O’Rourke said it was unlikely Arrogate would run in the Dubai World Cup and added that a return trip to the Pegasus may not be in the cards for a colt who will head to stud in 2018.

“Dubai hasn’t been totally ruled out, but I don’t want to put pressure on Bob, given that we want a fresh horse at the end of the year,” O’Rourke said. “We don’t want to put any pressure on him. If we go from the Travers to the Breeders’ Cup to the Pegasus and then the Dubai World Cup and then fatigue sets in, we’d have no-one to blame but ourselves. I’m not saying no to Dubai. We just have to let the horse dictate it and Bob will be the judge.

“Our crystal ball has an expiration date of November 2017. We haven’t thought that far ahead and we probably won’t for a while. He will stand at stud at 2018, but, before discussing next year’s Pegasus, let’s get to the Breeders’ Cup first. That’s traditionally the end.”

Whenever that end comes, it will be an emotional moment for everyone involved with such a magical tale, especially Baffert, even though the 64-year-old Hall of Famer knows what to expect. He had a once-in-a-lifetime experience with American Pharoah and admits he sometimes shakes his head in disbelief how fate gave him another great horse on the heels of a Triple Crown champion.

Back-to-back greats

“After Pharoah, there was this huge void and you’re thinking how am I going to top that?
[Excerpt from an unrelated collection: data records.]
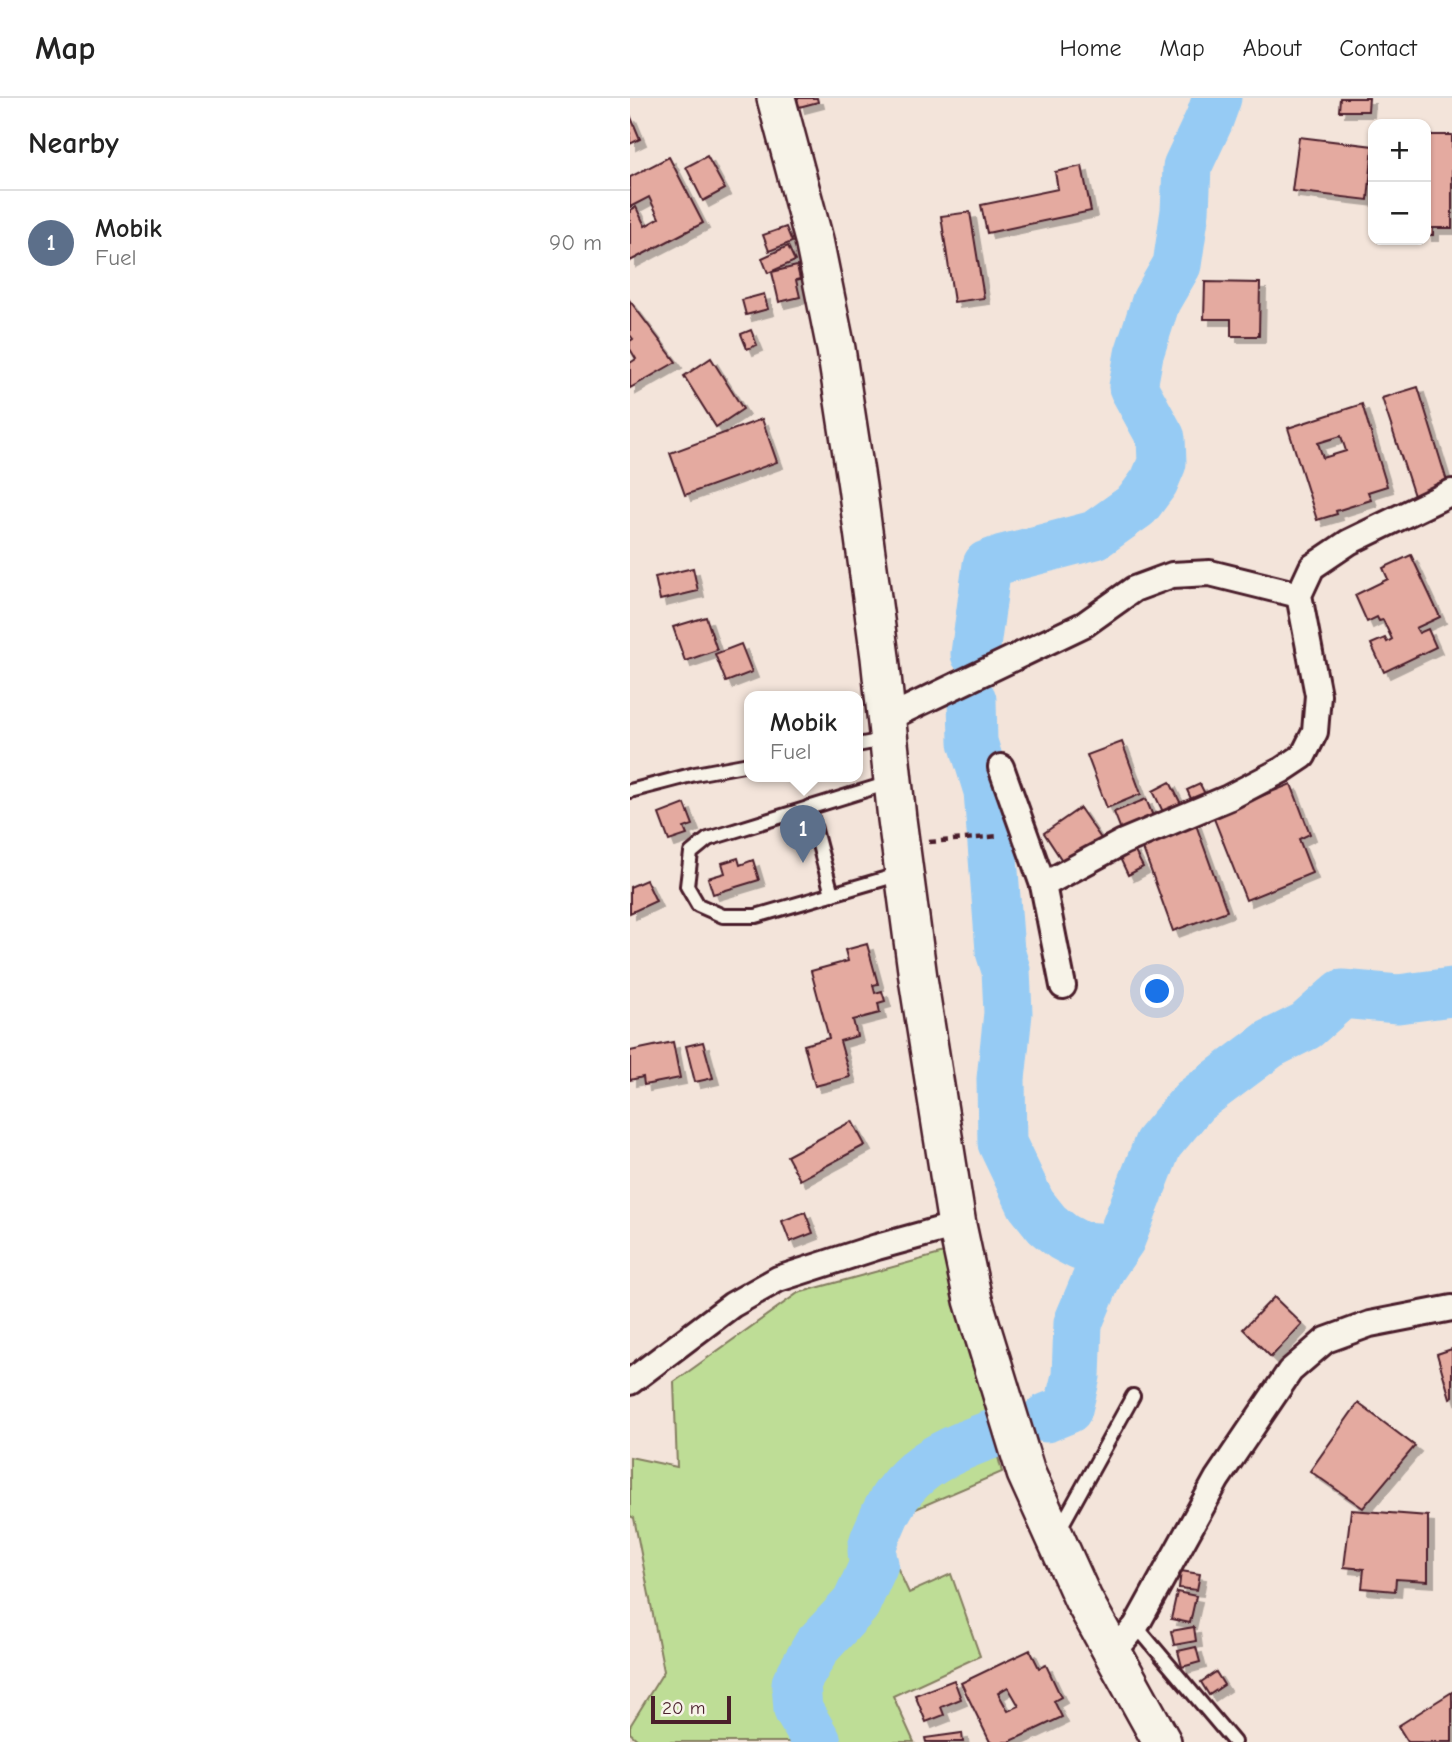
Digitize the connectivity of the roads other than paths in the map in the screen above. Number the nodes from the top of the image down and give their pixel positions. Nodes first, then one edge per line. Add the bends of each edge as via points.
1 (776, 98) edge
2 (1452, 492) edge
3 (1299, 595) junction
4 (877, 734) edge
5 (744, 765) edge
6 (1002, 767) dead end
7 (893, 781) junction
8 (630, 791) edge
9 (809, 807) junction
10 (904, 873) junction
11 (1043, 885) junction
12 (832, 894) junction
13 (1063, 986) dead end
14 (957, 1226) junction
15 (1452, 1308) edge
16 (630, 1382) edge
17 (1133, 1396) dead end
18 (1055, 1537) junction
19 (1136, 1626) junction
20 (1113, 1653) junction
21 (1162, 1742) edge
22 (1234, 1742) edge

1 - 4 main road via 814,240 836,349 857,486
2 - 3 street via 1349,542 1312,567
3 - 4 street via 1210,573 1172,575 1134,589 1085,624
3 - 11 street via 1318,695 1315,732 1303,756 1228,798 1123,842
4 - 7 main road
5 - 8 lane
6 - 11 street
7 - 9 lane
7 - 10 main road
9 - 12 lane
9 - 12 lane via 708,839 691,853 687,886 698,905 723,916 756,915
10 - 12 lane
10 - 14 main road
11 - 13 street
14 - 16 street via 778,1279 732,1305
14 - 18 main road via 973,1300 1015,1441
15 - 19 street via 1370,1324 1326,1340 1290,1371 1217,1479
17 - 18 lane
18 - 20 main road
19 - 20 street
19 - 22 lane
20 - 21 main road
Then to get a horse like this? I could never compare him with American Pharoah because American Pharoah was a super horse but to get two great horses back to back, I’m just lucky and fortunate,” Baffert said.
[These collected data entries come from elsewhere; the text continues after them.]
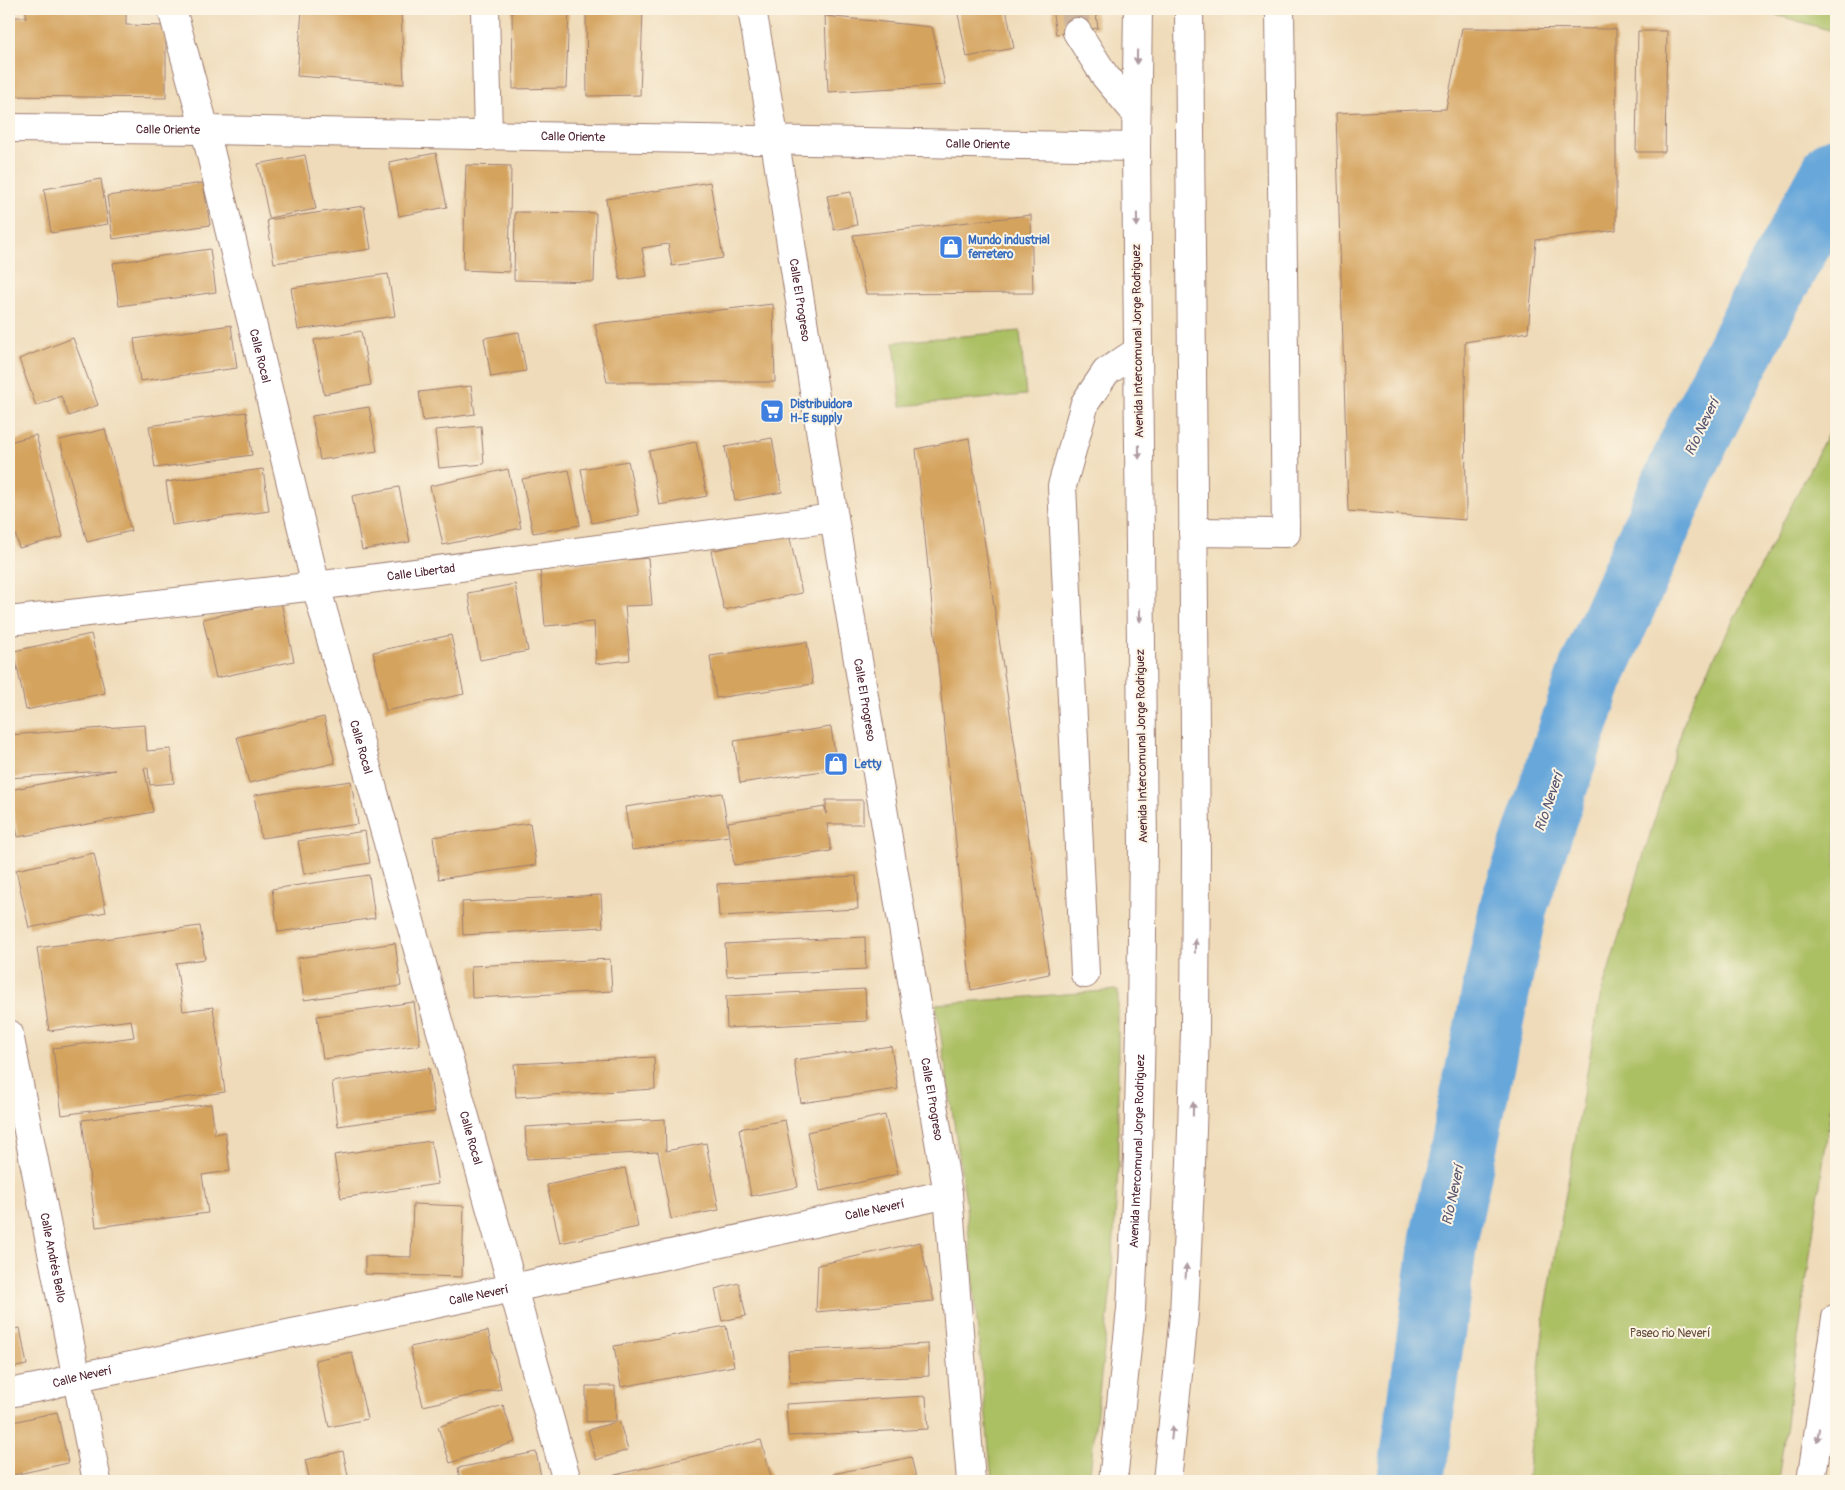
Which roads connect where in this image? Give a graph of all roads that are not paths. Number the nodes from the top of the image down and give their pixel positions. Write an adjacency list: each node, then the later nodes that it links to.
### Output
1 (172, 9): 10 (street, Calle Rocal)
2 (485, 9): 11 (street)
3 (752, 9): 12 (street, Calle El Progreso)
4 (1138, 9): 8 (street, Avenida Intercomunal Jorge Rodriguez, one-way to 8)
5 (1189, 9): 16 (street)
6 (1280, 9): 16 (street)
7 (1077, 32): 8 (street)
8 (1136, 113): 13 (street, Avenida Intercomunal Jorge Rodriguez)
9 (9, 128): 10 (street, Calle Oriente)
10 (205, 130): 11 (street, Calle Oriente); 17 (street, Calle Rocal)
11 (488, 136): 12 (street, Calle Oriente)
12 (775, 142): 13 (street, Calle Oriente); 15 (street, Calle El Progreso)
13 (1136, 148): 14 (street, Avenida Intercomunal Jorge Rodriguez, one-way to 14)
14 (1138, 351): 19 (street); 29 (street, Avenida Intercomunal Jorge Rodriguez, one-way to 29)
15 (834, 518): 17 (street, Calle Libertad); 21 (street, Calle El Progreso)
16 (1193, 532): 30 (street, one-way to 16)
17 (316, 586): 18 (street, Calle Libertad); 22 (street, Calle Rocal)
18 (9, 621)
19 (1085, 974)
20 (9, 1034): 24 (street, Calle Andrés Bello)
21 (948, 1194): 22 (street, Calle Neverí); 28 (street, Calle El Progreso)
22 (513, 1288): 24 (street, Calle Neverí); 27 (street, Calle Rocal)
23 (1836, 1318): 31 (street, one-way to 31)
24 (77, 1377): 25 (street, Calle Neverí); 26 (street, Calle Andrés Bello)
25 (9, 1393)
26 (96, 1481)
27 (567, 1481)
28 (971, 1481)
29 (1113, 1481)
30 (1167, 1481)
31 (1810, 1481)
“There are so many ups and downs in this game, but when you get a great one like this you forget about the other things going on. Something shined down on me that gave me all this good fortune. Going through the American Pharoah years with the Zayats was a lot of fun and so is this with Juddmonte, which makes it so enjoyable.”

American Pharoah followed by Arrogate. In some ways, it may prove to be similar to Riva Ridge followed by Secretariat (the 1972 and 73 champions were both trained by Lucien Lauren), as laughable as that may have seemed in early August. But not any more. Bob Baffert’s secret is out and racing has a new star in Arrogate, whose road to glory has been remarkably short by conventional standards. So short indeed.